Qu’on se reporte au point de départ de la procédure criminelle, et l’on reconnaîtra combien étaient profonds les changemens qui s’étaient opérés. Les cohues judiciaires où l’instruction criminelle se faisait, comme je l’ai dit, oralement, devant tous, avaient pour base et comme moyens principaux et presque exclusifs l’audition des témoins. Les témoignages déposés à la barre du tribunal après serment étaient naturellement l’élément essentiel de conviction, à une époque où les preuves par écrit étaient peu nombreuses, puisqu’en ces temps d’ignorance tant de gens ne savaient pas lire, et que même dans les cours féodales, aux assises seigneuriales, les hommes assistant le juge devaient être souvent illettrés.
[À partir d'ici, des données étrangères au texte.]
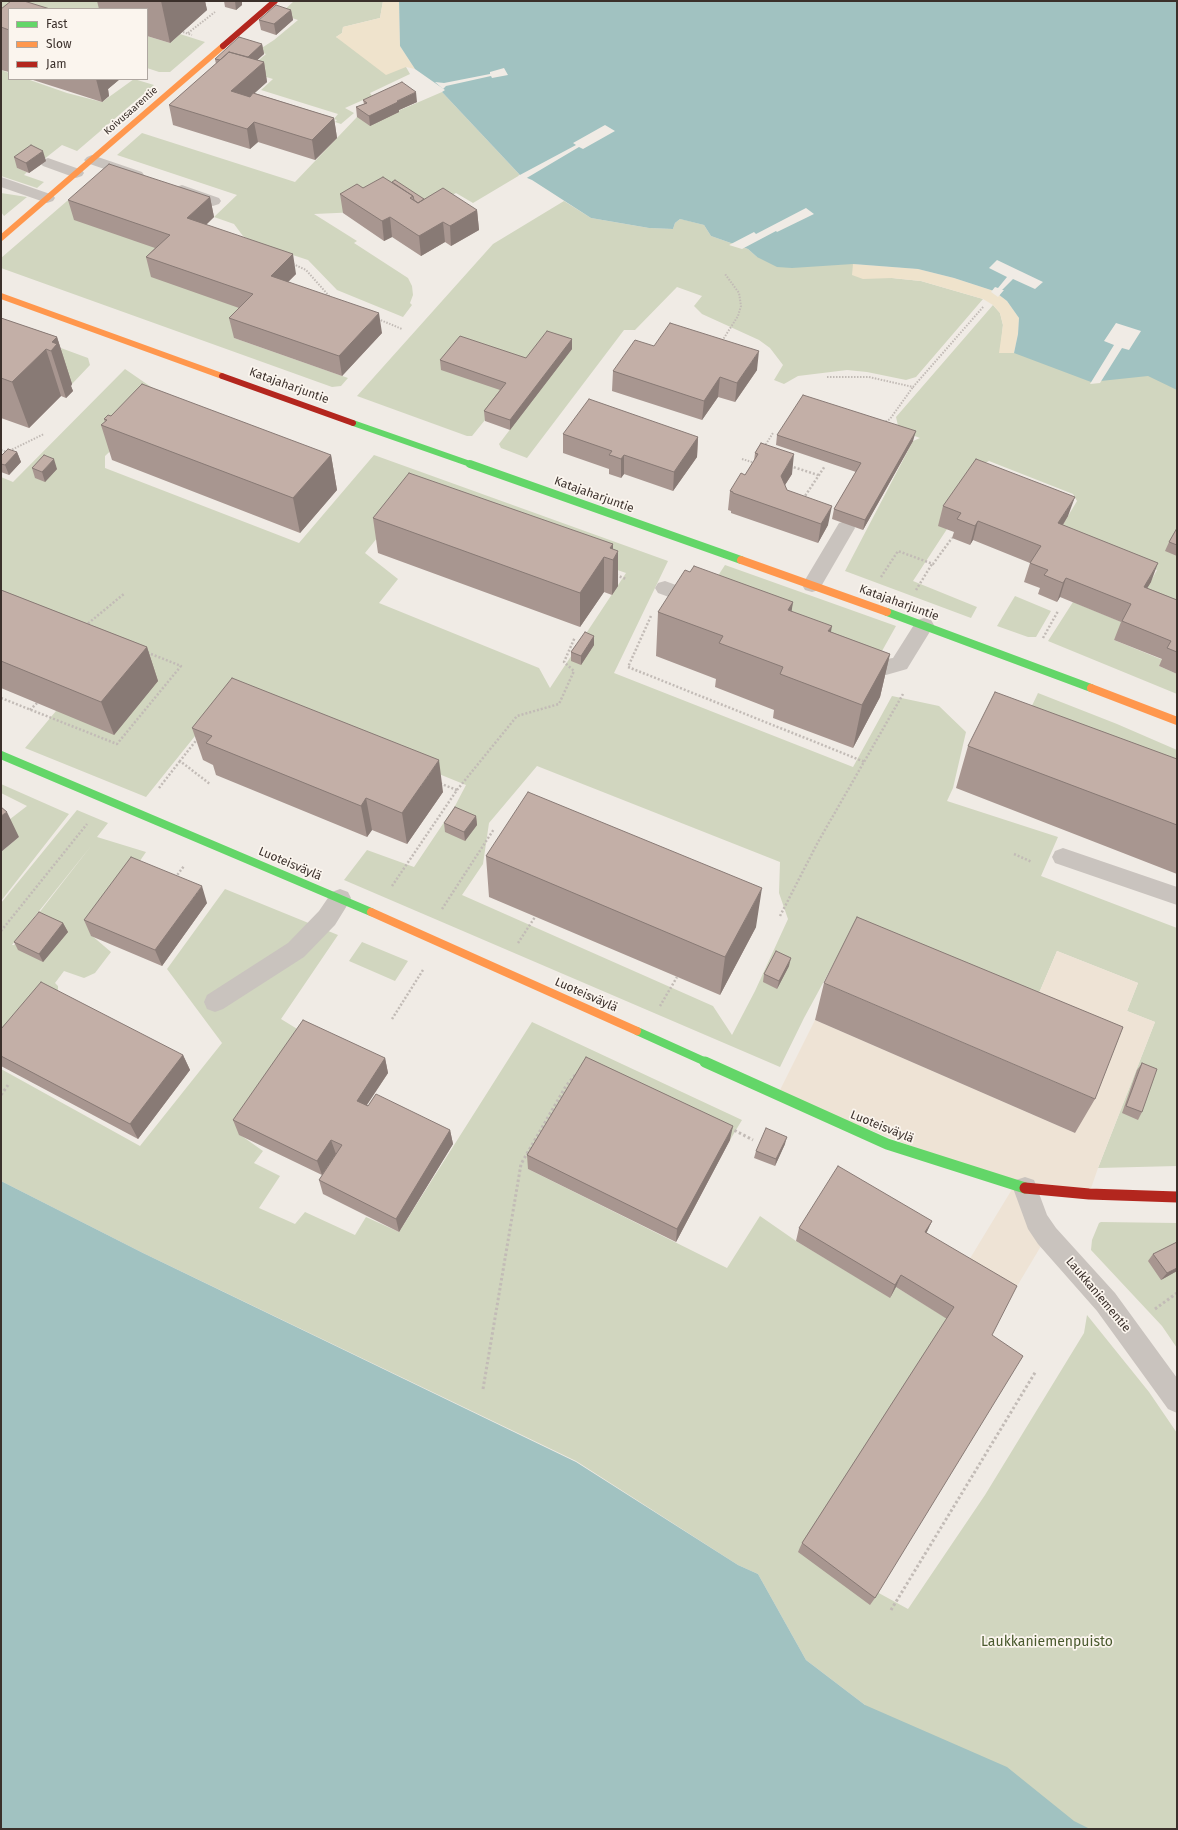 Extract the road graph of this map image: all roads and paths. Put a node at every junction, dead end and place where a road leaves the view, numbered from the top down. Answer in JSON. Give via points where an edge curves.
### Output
{"nodes":[{"id":1,"x":275,"y":1,"type":"edge"},
{"id":2,"x":215,"y":12,"type":"dead end"},
{"id":3,"x":188,"y":34,"type":"dead end"},
{"id":4,"x":92,"y":160,"type":"junction"},
{"id":5,"x":48,"y":163,"type":"dead end"},
{"id":6,"x":76,"y":173,"type":"junction"},
{"id":7,"x":148,"y":179,"type":"edge"},
{"id":8,"x":1,"y":182,"type":"edge"},
{"id":9,"x":168,"y":186,"type":"edge"},
{"id":10,"x":47,"y":198,"type":"junction"},
{"id":11,"x":213,"y":201,"type":"dead end"},
{"id":12,"x":2,"y":234,"type":"edge"},
{"id":13,"x":292,"y":263,"type":"edge"},
{"id":14,"x":725,"y":274,"type":"dead end"},
{"id":15,"x":1,"y":296,"type":"edge"},
{"id":16,"x":332,"y":299,"type":"edge"},
{"id":17,"x":984,"y":306,"type":"dead end"},
{"id":18,"x":374,"y":317,"type":"edge"},
{"id":19,"x":402,"y":329,"type":"dead end"},
{"id":20,"x":719,"y":345,"type":"edge"},
{"id":21,"x":827,"y":377,"type":"dead end"},
{"id":22,"x":913,"y":387,"type":"junction"},
{"id":23,"x":880,"y":424,"type":"edge"},
{"id":24,"x":773,"y":433,"type":"dead end"},
{"id":25,"x":44,"y":434,"type":"dead end"},
{"id":26,"x":1,"y":450,"type":"edge"},
{"id":27,"x":762,"y":450,"type":"edge"},
{"id":28,"x":742,"y":459,"type":"dead end"},
{"id":29,"x":756,"y":463,"type":"edge"},
{"id":30,"x":789,"y":466,"type":"edge"},
{"id":31,"x":825,"y":466,"type":"dead end"},
{"id":32,"x":818,"y":475,"type":"junction"},
{"id":33,"x":800,"y":504,"type":"edge"},
{"id":34,"x":846,"y":528,"type":"dead end"},
{"id":35,"x":952,"y":538,"type":"dead end"},
{"id":36,"x":613,"y":574,"type":"edge"},
{"id":37,"x":626,"y":579,"type":"dead end"},
{"id":38,"x":880,"y":580,"type":"dead end"},
{"id":39,"x":812,"y":585,"type":"junction"},
{"id":40,"x":666,"y":588,"type":"joint"},
{"id":41,"x":125,"y":594,"type":"dead end"},
{"id":42,"x":717,"y":607,"type":"edge"},
{"id":43,"x":1058,"y":611,"type":"dead end"},
{"id":44,"x":924,"y":625,"type":"junction"},
{"id":45,"x":90,"y":630,"type":"edge"},
{"id":46,"x":575,"y":637,"type":"dead end"},
{"id":47,"x":1042,"y":638,"type":"dead end"},
{"id":48,"x":139,"y":649,"type":"edge"},
{"id":49,"x":843,"y":654,"type":"edge"},
{"id":50,"x":905,"y":691,"type":"dead end"},
{"id":51,"x":1,"y":698,"type":"edge"},
{"id":52,"x":37,"y":703,"type":"edge"},
{"id":53,"x":30,"y":710,"type":"junction"},
{"id":54,"x":1177,"y":721,"type":"edge"},
{"id":55,"x":198,"y":737,"type":"edge"},
{"id":56,"x":1,"y":755,"type":"edge"},
{"id":57,"x":865,"y":762,"type":"junction"},
{"id":58,"x":435,"y":781,"type":"edge"},
{"id":59,"x":210,"y":784,"type":"dead end"},
{"id":60,"x":457,"y":790,"type":"junction"},
{"id":61,"x":91,"y":820,"type":"dead end"},
{"id":62,"x":494,"y":829,"type":"dead end"},
{"id":63,"x":1014,"y":854,"type":"dead end"},
{"id":64,"x":1063,"y":857,"type":"dead end"},
{"id":65,"x":1036,"y":864,"type":"dead end"},
{"id":66,"x":1177,"y":896,"type":"edge"},
{"id":67,"x":340,"y":898,"type":"junction"},
{"id":68,"x":374,"y":913,"type":"junction"},
{"id":69,"x":780,"y":916,"type":"dead end"},
{"id":70,"x":1,"y":932,"type":"edge"},
{"id":71,"x":424,"y":936,"type":"junction"},
{"id":72,"x":440,"y":943,"type":"junction"},
{"id":73,"x":215,"y":1002,"type":"dead end"},
{"id":74,"x":392,"y":1019,"type":"dead end"},
{"id":75,"x":579,"y":1071,"type":"edge"},
{"id":76,"x":8,"y":1085,"type":"dead end"},
{"id":77,"x":1,"y":1096,"type":"edge"},
{"id":78,"x":724,"y":1126,"type":"edge"},
{"id":79,"x":753,"y":1140,"type":"dead end"},
{"id":80,"x":1025,"y":1188,"type":"junction"},
{"id":81,"x":1177,"y":1197,"type":"edge"},
{"id":82,"x":1036,"y":1371,"type":"dead end"},
{"id":83,"x":483,"y":1389,"type":"dead end"},
{"id":84,"x":1177,"y":1400,"type":"edge"},
{"id":85,"x":890,"y":1610,"type":"dead end"}],
"edges":[{"from":1,"to":4,"type":"street","name":"Koivusaarentie"},
{"from":2,"to":3,"type":"path"},
{"from":4,"to":6,"type":"street","name":"Koivusaarentie"},
{"from":4,"to":7,"type":"street"},
{"from":5,"to":6,"type":"street"},
{"from":6,"to":10,"type":"street","name":"Koivusaarentie"},
{"from":8,"to":10,"type":"street"},
{"from":9,"to":11,"type":"street"},
{"from":10,"to":12,"type":"street","name":"Koivusaarentie"},
{"from":13,"to":16,"type":"path","via":[[306,270]]},
{"from":14,"to":20,"type":"path","via":[[739,293],[741,306],[738,316]]},
{"from":15,"to":39,"type":"street","name":"Katajaharjuntie"},
{"from":17,"to":22,"type":"path"},
{"from":18,"to":19,"type":"path"},
{"from":21,"to":22,"type":"path","via":[[869,377]]},
{"from":22,"to":23,"type":"path","via":[[890,419]]},
{"from":24,"to":27,"type":"path"},
{"from":25,"to":26,"type":"path","via":[[7,452]]},
{"from":28,"to":29,"type":"path"},
{"from":30,"to":32,"type":"path"},
{"from":31,"to":32,"type":"path"},
{"from":32,"to":33,"type":"path"},
{"from":34,"to":39,"type":"street"},
{"from":35,"to":38,"type":"path","via":[[933,564],[898,551]]},
{"from":36,"to":37,"type":"path"},
{"from":39,"to":44,"type":"street","name":"Katajaharjuntie"},
{"from":40,"to":42,"type":"street"},
{"from":40,"to":57,"type":"path","via":[[628,666]]},
{"from":41,"to":45,"type":"path","via":[[84,627]]},
{"from":43,"to":47,"type":"path"},
{"from":44,"to":49,"type":"street","via":[[900,664],[886,667]]},
{"from":44,"to":54,"type":"street","name":"Katajaharjuntie"},
{"from":46,"to":60,"type":"path","via":[[564,662],[574,671],[559,704],[517,716]]},
{"from":48,"to":53,"type":"path","via":[[181,666],[117,744]]},
{"from":50,"to":57,"type":"path"},
{"from":51,"to":53,"type":"path"},
{"from":52,"to":53,"type":"path"},
{"from":55,"to":59,"type":"path","via":[[180,761]]},
{"from":56,"to":67,"type":"street","name":"Luoteisväylä"},
{"from":57,"to":69,"type":"path","via":[[818,842]]},
{"from":58,"to":60,"type":"path"},
{"from":60,"to":68,"type":"path"},
{"from":61,"to":70,"type":"path"},
{"from":62,"to":71,"type":"path"},
{"from":63,"to":65,"type":"path"},
{"from":64,"to":66,"type":"street"},
{"from":67,"to":68,"type":"street","name":"Luoteisväylä"},
{"from":67,"to":73,"type":"street","via":[[327,918],[296,950]]},
{"from":68,"to":71,"type":"street","name":"Luoteisväylä"},
{"from":71,"to":72,"type":"street","name":"Luoteisväylä"},
{"from":72,"to":74,"type":"path"},
{"from":72,"to":80,"type":"street","name":"Luoteisväylä","via":[[887,1144]]},
{"from":75,"to":83,"type":"path","via":[[566,1086],[521,1164]]},
{"from":76,"to":77,"type":"path"},
{"from":78,"to":79,"type":"path"},
{"from":80,"to":81,"type":"street","name":"Luoteisväylä","via":[[1089,1194]]},
{"from":80,"to":84,"type":"street","name":"Laukkaniementie","via":[[1037,1221],[1047,1236],[1106,1302]]},
{"from":82,"to":85,"type":"path"}]}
Ces témoignages oraux, qui jouaient un si grand rôle, on les compta d’abord plus qu’on ne les pesa. C’est ce que montre l’usage aux temps barbares des compurgatores ou conjuratores, qui venaient attester devant le tribunal l’innocence de l’accusé, en contradiction avec les accusateurs ; leur nombre annulait en quelque sorte les témoignages contraires, bien qu’ils pussent être des parens ou des amis de l’inculpé. Ils se portaient en réalité à son aide, ainsi que le rappelle le nom d’aideurs, que leur donnait le vieux droit normand : c’était là ce qu’ils se proposaient, non pas de témoigner de la vérité.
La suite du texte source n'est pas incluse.